[Stored items]
-- Opening Marker --

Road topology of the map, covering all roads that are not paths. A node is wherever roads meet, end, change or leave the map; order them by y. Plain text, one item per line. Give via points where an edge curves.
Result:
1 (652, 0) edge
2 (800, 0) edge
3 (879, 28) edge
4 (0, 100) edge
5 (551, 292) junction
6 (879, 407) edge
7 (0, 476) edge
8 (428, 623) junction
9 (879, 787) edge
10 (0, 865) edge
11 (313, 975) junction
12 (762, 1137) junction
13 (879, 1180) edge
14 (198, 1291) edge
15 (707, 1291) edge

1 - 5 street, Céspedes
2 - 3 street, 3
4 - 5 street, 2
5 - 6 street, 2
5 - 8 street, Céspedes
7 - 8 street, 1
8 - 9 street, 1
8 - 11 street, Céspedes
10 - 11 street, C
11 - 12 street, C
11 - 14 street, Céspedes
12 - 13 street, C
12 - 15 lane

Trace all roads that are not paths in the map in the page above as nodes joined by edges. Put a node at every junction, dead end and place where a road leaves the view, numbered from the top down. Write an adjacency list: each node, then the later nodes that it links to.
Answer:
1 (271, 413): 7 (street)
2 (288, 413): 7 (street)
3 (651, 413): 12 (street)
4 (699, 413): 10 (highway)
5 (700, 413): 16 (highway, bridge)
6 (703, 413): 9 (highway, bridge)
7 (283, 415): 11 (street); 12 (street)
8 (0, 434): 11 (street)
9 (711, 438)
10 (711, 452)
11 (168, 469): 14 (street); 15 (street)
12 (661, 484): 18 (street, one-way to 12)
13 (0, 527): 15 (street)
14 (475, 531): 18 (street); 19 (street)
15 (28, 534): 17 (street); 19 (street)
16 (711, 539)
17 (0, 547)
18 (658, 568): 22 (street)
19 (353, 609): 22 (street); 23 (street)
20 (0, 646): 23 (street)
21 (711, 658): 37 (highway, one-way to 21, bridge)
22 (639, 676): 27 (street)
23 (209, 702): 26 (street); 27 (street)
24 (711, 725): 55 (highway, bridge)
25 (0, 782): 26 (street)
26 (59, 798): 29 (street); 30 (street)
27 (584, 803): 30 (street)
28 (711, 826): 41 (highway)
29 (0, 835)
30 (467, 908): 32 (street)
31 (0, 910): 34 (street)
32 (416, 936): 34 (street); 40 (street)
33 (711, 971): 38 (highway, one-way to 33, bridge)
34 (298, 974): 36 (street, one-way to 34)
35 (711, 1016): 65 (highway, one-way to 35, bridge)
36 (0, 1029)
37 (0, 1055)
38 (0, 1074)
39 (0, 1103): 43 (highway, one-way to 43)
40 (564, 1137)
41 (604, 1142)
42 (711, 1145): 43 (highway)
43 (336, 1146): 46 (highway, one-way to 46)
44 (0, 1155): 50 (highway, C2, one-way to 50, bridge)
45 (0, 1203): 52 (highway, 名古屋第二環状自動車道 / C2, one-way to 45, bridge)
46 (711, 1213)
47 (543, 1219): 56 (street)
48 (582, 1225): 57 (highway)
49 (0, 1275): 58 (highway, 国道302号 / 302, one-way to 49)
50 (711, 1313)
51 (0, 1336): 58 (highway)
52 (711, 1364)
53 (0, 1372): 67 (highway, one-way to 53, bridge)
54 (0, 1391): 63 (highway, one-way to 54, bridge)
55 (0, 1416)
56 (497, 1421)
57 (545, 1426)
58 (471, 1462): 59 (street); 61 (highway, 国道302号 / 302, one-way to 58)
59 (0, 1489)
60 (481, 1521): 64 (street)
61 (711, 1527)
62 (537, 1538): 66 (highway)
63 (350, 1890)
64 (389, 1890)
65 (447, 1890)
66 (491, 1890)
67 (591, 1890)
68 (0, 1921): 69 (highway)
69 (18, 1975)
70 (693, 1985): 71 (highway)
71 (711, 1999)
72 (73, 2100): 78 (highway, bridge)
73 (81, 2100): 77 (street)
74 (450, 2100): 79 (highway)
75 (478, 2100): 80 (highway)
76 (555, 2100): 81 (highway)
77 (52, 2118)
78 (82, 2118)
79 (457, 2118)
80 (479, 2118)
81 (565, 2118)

-- Closing Marker --

- **Exercise description**
Take the entries above and set them all down again exactly as they read.

- **Solution for this exercise**
Road topology of the map, covering all roads that are not paths. A node is wherever roads meet, end, change or leave the map; order them by y. Plain text, one item per line. Give via points where an edge curves.
Result:
1 (652, 0) edge
2 (800, 0) edge
3 (879, 28) edge
4 (0, 100) edge
5 (551, 292) junction
6 (879, 407) edge
7 (0, 476) edge
8 (428, 623) junction
9 (879, 787) edge
10 (0, 865) edge
11 (313, 975) junction
12 (762, 1137) junction
13 (879, 1180) edge
14 (198, 1291) edge
15 (707, 1291) edge

1 - 5 street, Céspedes
2 - 3 street, 3
4 - 5 street, 2
5 - 6 street, 2
5 - 8 street, Céspedes
7 - 8 street, 1
8 - 9 street, 1
8 - 11 street, Céspedes
10 - 11 street, C
11 - 12 street, C
11 - 14 street, Céspedes
12 - 13 street, C
12 - 15 lane

Trace all roads that are not paths in the map in the page above as nodes joined by edges. Put a node at every junction, dead end and place where a road leaves the view, numbered from the top down. Write an adjacency list: each node, then the later nodes that it links to.
Answer:
1 (271, 413): 7 (street)
2 (288, 413): 7 (street)
3 (651, 413): 12 (street)
4 (699, 413): 10 (highway)
5 (700, 413): 16 (highway, bridge)
6 (703, 413): 9 (highway, bridge)
7 (283, 415): 11 (street); 12 (street)
8 (0, 434): 11 (street)
9 (711, 438)
10 (711, 452)
11 (168, 469): 14 (street); 15 (street)
12 (661, 484): 18 (street, one-way to 12)
13 (0, 527): 15 (street)
14 (475, 531): 18 (street); 19 (street)
15 (28, 534): 17 (street); 19 (street)
16 (711, 539)
17 (0, 547)
18 (658, 568): 22 (street)
19 (353, 609): 22 (street); 23 (street)
20 (0, 646): 23 (street)
21 (711, 658): 37 (highway, one-way to 21, bridge)
22 (639, 676): 27 (street)
23 (209, 702): 26 (street); 27 (street)
24 (711, 725): 55 (highway, bridge)
25 (0, 782): 26 (street)
26 (59, 798): 29 (street); 30 (street)
27 (584, 803): 30 (street)
28 (711, 826): 41 (highway)
29 (0, 835)
30 (467, 908): 32 (street)
31 (0, 910): 34 (street)
32 (416, 936): 34 (street); 40 (street)
33 (711, 971): 38 (highway, one-way to 33, bridge)
34 (298, 974): 36 (street, one-way to 34)
35 (711, 1016): 65 (highway, one-way to 35, bridge)
36 (0, 1029)
37 (0, 1055)
38 (0, 1074)
39 (0, 1103): 43 (highway, one-way to 43)
40 (564, 1137)
41 (604, 1142)
42 (711, 1145): 43 (highway)
43 (336, 1146): 46 (highway, one-way to 46)
44 (0, 1155): 50 (highway, C2, one-way to 50, bridge)
45 (0, 1203): 52 (highway, 名古屋第二環状自動車道 / C2, one-way to 45, bridge)
46 (711, 1213)
47 (543, 1219): 56 (street)
48 (582, 1225): 57 (highway)
49 (0, 1275): 58 (highway, 国道302号 / 302, one-way to 49)
50 (711, 1313)
51 (0, 1336): 58 (highway)
52 (711, 1364)
53 (0, 1372): 67 (highway, one-way to 53, bridge)
54 (0, 1391): 63 (highway, one-way to 54, bridge)
55 (0, 1416)
56 (497, 1421)
57 (545, 1426)
58 (471, 1462): 59 (street); 61 (highway, 国道302号 / 302, one-way to 58)
59 (0, 1489)
60 (481, 1521): 64 (street)
61 (711, 1527)
62 (537, 1538): 66 (highway)
63 (350, 1890)
64 (389, 1890)
65 (447, 1890)
66 (491, 1890)
67 (591, 1890)
68 (0, 1921): 69 (highway)
69 (18, 1975)
70 (693, 1985): 71 (highway)
71 (711, 1999)
72 (73, 2100): 78 (highway, bridge)
73 (81, 2100): 77 (street)
74 (450, 2100): 79 (highway)
75 (478, 2100): 80 (highway)
76 (555, 2100): 81 (highway)
77 (52, 2118)
78 (82, 2118)
79 (457, 2118)
80 (479, 2118)
81 (565, 2118)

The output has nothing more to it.